EXERCISE DETAILS:
Search the records for "setLineDash". Copy every line where it appears.
------------------------------------------------------------------------
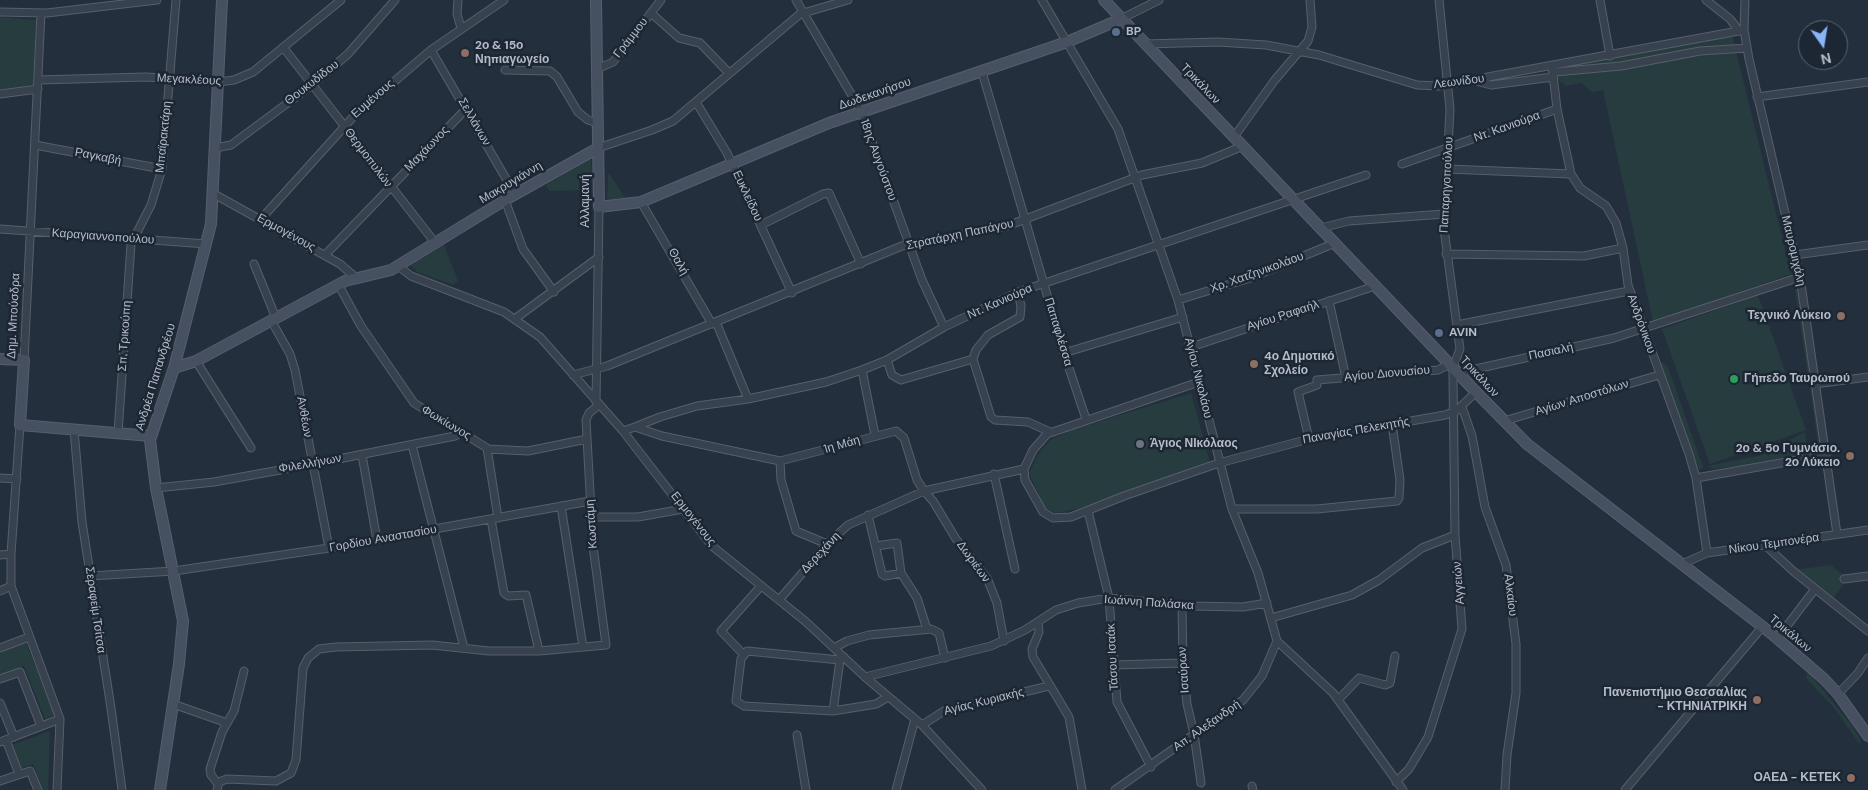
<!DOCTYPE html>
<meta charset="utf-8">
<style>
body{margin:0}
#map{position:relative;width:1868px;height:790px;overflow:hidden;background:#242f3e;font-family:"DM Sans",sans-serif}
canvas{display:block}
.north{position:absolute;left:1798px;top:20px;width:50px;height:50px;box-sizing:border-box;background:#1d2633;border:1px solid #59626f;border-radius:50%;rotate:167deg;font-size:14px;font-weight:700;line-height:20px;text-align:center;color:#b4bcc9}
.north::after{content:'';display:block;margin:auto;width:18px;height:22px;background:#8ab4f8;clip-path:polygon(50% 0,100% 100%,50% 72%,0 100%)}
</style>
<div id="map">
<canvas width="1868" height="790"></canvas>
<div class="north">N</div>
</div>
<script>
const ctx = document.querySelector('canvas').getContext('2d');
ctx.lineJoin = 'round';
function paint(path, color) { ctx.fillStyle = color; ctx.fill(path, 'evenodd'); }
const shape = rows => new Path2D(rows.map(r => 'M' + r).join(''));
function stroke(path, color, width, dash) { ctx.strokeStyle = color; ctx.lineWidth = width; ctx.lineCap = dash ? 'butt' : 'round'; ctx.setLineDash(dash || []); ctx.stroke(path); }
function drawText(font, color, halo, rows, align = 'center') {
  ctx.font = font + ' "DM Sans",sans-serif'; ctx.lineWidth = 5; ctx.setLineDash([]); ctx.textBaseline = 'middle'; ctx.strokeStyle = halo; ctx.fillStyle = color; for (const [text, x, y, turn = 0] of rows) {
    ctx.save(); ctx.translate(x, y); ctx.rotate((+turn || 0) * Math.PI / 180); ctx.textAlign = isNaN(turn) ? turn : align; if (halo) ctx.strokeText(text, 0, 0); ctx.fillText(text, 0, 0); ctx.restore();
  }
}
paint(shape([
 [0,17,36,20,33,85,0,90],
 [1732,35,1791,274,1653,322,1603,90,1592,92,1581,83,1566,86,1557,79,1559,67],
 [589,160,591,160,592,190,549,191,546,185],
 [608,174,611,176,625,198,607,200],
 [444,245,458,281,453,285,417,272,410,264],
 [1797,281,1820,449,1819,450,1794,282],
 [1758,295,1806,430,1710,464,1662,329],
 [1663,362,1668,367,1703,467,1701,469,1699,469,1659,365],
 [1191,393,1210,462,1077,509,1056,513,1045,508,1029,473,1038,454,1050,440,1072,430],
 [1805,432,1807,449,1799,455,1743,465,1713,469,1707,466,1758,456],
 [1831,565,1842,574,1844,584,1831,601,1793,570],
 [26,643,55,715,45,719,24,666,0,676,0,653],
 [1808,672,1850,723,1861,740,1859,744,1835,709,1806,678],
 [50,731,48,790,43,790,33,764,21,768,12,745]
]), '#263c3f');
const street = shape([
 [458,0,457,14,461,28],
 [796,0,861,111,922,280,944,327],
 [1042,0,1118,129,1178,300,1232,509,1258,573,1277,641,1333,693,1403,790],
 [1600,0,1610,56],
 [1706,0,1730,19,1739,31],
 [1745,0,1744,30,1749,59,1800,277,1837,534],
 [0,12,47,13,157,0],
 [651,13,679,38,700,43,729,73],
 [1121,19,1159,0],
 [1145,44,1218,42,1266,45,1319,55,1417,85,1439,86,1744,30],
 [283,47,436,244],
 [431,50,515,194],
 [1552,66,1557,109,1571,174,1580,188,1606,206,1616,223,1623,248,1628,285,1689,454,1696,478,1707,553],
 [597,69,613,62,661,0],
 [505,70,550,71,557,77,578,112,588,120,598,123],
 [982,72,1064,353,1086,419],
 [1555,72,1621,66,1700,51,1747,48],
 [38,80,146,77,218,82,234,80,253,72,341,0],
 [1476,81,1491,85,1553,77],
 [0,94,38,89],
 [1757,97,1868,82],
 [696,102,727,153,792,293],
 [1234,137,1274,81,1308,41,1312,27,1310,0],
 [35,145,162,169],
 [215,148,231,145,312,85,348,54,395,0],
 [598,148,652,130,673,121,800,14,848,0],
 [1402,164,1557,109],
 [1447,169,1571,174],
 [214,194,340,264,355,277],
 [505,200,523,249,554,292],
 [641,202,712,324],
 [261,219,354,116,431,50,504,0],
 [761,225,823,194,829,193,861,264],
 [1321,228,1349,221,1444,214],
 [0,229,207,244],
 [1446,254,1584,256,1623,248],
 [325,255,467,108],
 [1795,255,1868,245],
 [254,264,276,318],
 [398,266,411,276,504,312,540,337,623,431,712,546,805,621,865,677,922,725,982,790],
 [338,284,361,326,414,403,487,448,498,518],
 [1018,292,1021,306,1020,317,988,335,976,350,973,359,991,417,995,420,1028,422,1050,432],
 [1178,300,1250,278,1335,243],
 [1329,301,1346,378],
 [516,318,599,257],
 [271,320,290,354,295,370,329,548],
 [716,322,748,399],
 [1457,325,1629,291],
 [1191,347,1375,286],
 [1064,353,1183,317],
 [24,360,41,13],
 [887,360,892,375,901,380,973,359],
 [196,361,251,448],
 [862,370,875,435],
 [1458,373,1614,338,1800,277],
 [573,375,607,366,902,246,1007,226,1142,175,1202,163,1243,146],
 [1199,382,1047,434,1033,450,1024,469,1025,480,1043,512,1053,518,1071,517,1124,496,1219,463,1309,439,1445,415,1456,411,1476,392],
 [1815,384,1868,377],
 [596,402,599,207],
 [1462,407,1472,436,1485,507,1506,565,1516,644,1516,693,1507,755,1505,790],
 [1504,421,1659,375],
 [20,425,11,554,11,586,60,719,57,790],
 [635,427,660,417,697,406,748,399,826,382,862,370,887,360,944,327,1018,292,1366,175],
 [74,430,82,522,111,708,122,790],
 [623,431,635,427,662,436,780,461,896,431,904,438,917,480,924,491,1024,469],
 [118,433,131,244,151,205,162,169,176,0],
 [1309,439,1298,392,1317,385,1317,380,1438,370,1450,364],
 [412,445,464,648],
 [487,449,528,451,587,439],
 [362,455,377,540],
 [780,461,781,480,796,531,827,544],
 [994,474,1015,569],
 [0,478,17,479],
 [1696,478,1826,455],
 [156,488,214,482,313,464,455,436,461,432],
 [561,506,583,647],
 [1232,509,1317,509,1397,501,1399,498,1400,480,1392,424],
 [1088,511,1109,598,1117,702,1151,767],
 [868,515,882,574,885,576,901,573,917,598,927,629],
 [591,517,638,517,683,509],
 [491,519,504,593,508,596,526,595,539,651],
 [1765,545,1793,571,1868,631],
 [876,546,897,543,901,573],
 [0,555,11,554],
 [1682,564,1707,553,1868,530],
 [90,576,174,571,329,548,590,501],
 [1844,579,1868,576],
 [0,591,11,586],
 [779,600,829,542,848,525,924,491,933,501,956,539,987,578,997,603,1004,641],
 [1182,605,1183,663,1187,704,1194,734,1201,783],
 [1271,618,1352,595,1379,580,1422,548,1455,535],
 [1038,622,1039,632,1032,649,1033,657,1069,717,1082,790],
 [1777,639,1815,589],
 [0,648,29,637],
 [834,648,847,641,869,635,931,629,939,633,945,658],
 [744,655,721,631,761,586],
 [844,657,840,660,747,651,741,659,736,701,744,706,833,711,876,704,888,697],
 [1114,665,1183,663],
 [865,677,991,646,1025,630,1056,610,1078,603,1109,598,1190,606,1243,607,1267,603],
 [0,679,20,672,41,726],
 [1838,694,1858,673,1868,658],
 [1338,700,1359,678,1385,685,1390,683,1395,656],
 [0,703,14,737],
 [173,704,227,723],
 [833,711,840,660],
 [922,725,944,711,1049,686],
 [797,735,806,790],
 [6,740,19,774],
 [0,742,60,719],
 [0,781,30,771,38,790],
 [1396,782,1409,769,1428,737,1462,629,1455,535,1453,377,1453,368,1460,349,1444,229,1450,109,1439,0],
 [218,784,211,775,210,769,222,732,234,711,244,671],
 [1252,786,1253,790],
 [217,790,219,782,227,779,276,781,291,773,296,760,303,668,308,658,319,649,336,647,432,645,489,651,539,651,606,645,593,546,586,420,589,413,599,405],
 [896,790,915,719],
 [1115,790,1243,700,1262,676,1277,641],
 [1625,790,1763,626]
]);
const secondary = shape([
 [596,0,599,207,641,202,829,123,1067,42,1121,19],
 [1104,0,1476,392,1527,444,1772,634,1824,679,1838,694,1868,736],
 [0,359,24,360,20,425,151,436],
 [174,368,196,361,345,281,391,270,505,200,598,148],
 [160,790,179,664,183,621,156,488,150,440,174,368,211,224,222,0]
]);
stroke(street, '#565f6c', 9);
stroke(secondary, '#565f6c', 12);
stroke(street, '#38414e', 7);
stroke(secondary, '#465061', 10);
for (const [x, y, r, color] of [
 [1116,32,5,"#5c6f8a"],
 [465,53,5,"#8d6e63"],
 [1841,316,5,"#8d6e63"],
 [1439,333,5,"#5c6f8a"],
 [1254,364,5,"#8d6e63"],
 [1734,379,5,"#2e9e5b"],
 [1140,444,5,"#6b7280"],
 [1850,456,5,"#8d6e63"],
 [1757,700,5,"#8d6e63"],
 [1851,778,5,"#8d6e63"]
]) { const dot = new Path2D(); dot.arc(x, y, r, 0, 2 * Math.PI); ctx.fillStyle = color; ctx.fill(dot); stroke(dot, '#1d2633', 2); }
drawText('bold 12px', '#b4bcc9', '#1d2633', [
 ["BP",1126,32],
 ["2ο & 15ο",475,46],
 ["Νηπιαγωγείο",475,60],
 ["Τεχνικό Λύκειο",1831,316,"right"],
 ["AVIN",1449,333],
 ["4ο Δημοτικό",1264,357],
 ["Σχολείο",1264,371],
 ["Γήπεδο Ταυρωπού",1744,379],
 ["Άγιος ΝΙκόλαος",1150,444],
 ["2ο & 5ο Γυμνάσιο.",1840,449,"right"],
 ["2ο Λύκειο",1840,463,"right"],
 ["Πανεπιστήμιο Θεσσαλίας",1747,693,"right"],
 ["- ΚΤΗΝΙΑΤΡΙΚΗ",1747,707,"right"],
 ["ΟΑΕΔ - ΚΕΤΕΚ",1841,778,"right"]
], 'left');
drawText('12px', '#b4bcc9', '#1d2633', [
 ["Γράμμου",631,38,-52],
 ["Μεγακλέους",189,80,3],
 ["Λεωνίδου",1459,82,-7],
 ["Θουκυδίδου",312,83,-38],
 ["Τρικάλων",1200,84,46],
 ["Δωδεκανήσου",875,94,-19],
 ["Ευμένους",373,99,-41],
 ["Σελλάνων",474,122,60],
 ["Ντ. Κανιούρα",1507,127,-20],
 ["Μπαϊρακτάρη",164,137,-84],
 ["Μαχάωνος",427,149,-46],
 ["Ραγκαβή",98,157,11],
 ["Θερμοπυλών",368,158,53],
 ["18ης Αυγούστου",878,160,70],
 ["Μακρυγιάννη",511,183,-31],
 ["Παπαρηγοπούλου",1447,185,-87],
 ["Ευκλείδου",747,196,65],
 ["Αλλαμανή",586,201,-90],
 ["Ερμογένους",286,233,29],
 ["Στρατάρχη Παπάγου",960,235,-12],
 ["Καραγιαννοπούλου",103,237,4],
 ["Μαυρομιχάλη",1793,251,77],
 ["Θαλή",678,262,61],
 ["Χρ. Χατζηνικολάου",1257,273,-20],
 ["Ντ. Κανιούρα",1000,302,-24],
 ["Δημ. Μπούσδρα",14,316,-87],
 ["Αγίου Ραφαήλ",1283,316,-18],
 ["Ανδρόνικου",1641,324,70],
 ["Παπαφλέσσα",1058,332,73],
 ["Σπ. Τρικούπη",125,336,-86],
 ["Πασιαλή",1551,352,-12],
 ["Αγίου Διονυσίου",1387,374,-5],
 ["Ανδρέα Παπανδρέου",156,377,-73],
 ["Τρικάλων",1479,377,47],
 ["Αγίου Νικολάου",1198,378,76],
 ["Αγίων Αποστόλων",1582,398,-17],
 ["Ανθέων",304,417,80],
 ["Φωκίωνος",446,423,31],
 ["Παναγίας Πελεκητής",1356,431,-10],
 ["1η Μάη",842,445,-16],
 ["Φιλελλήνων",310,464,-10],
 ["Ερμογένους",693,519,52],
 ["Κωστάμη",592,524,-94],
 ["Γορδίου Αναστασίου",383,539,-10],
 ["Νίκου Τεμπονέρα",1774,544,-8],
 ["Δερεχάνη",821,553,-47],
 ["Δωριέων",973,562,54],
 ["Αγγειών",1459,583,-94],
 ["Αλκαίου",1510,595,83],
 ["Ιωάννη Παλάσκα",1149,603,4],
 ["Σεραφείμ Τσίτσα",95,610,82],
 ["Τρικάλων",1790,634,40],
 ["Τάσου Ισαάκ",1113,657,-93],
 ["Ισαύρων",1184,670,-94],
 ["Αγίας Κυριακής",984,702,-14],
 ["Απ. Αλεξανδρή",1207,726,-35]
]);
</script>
------------------------------------------------------------------------
EXERCISE RESPONSE:
function stroke(path, color, width, dash) { ctx.strokeStyle = color; ctx.lineWidth = width; ctx.lineCap = dash ? 'butt' : 'round'; ctx.setLineDash(dash || []); ctx.stroke(path); }
  ctx.font = font + ' "DM Sans",sans-serif'; ctx.lineWidth = 5; ctx.setLineDash([]); ctx.textBaseline = 'middle'; ctx.strokeStyle = halo; ctx.fillStyle = color; for (const [text, x, y, turn = 0] of rows) {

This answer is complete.